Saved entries
_ _ _

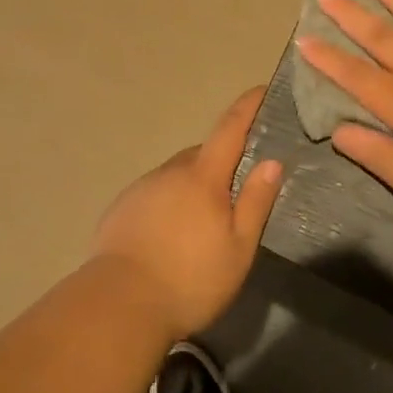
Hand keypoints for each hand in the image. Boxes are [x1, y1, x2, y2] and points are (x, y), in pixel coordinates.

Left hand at [91, 88, 283, 340]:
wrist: (120, 303)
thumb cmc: (190, 279)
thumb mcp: (238, 248)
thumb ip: (255, 202)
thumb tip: (272, 161)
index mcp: (202, 176)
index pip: (229, 128)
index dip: (247, 107)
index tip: (261, 89)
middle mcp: (171, 171)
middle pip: (202, 156)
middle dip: (221, 164)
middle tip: (236, 191)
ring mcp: (142, 187)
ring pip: (176, 176)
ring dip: (192, 187)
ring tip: (201, 225)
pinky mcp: (121, 208)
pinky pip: (154, 195)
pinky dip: (168, 204)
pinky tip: (169, 236)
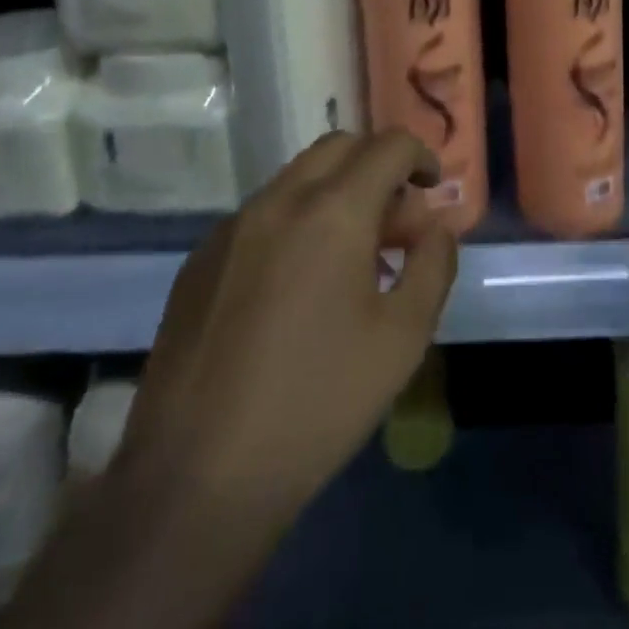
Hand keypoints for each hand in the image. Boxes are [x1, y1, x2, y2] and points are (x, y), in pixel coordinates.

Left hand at [120, 129, 459, 522]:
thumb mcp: (403, 338)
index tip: (433, 190)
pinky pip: (261, 214)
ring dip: (336, 193)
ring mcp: (231, 228)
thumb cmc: (316, 403)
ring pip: (297, 178)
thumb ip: (433, 265)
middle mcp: (279, 201)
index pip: (388, 146)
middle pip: (340, 147)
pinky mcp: (199, 261)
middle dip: (378, 167)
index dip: (421, 157)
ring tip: (350, 257)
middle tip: (395, 221)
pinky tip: (296, 286)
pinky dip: (295, 221)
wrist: (193, 482)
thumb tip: (436, 229)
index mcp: (333, 211)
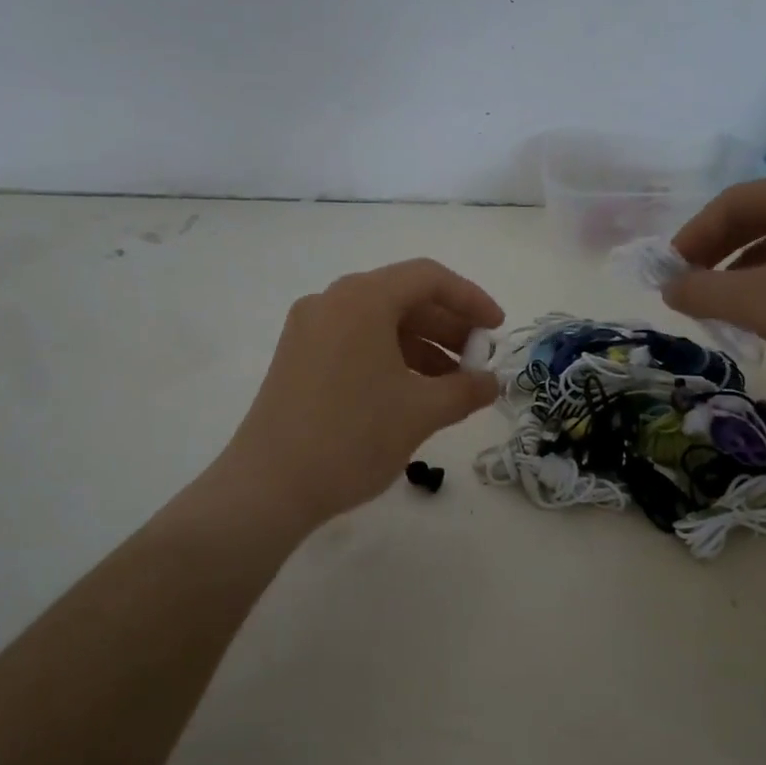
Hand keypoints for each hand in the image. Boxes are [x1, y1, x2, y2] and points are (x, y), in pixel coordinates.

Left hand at [223, 258, 505, 526]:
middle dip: (447, 326)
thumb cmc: (351, 437)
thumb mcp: (420, 412)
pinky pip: (355, 341)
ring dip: (422, 346)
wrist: (268, 486)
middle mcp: (331, 302)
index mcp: (361, 299)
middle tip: (478, 360)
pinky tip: (413, 391)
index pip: (428, 278)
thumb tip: (491, 382)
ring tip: (453, 384)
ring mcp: (309, 329)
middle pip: (402, 297)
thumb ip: (465, 390)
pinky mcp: (297, 357)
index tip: (497, 330)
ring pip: (378, 322)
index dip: (470, 299)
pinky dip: (390, 357)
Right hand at [662, 173, 765, 390]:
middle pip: (751, 219)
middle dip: (715, 254)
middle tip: (693, 288)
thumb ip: (701, 291)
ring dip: (742, 271)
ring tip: (727, 307)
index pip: (726, 204)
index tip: (670, 273)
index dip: (691, 237)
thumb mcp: (757, 303)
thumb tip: (669, 288)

_ _ _

Task>
The response should be an exact copy of the lines from the one with "index tip: (497, 330)" through the end of the data, with no other text.

Response below>
index tip: (497, 330)
ring pip: (378, 322)
index dip: (470, 299)
pinky dip: (390, 357)
Right hand at [662, 173, 765, 390]:
middle pip: (751, 219)
middle dip: (715, 254)
middle tip: (693, 288)
thumb ip: (701, 291)
ring dip: (742, 271)
ring tip: (727, 307)
index pip: (726, 204)
index tip: (670, 273)
index dip: (691, 237)
thumb mcp: (757, 303)
thumb tip: (669, 288)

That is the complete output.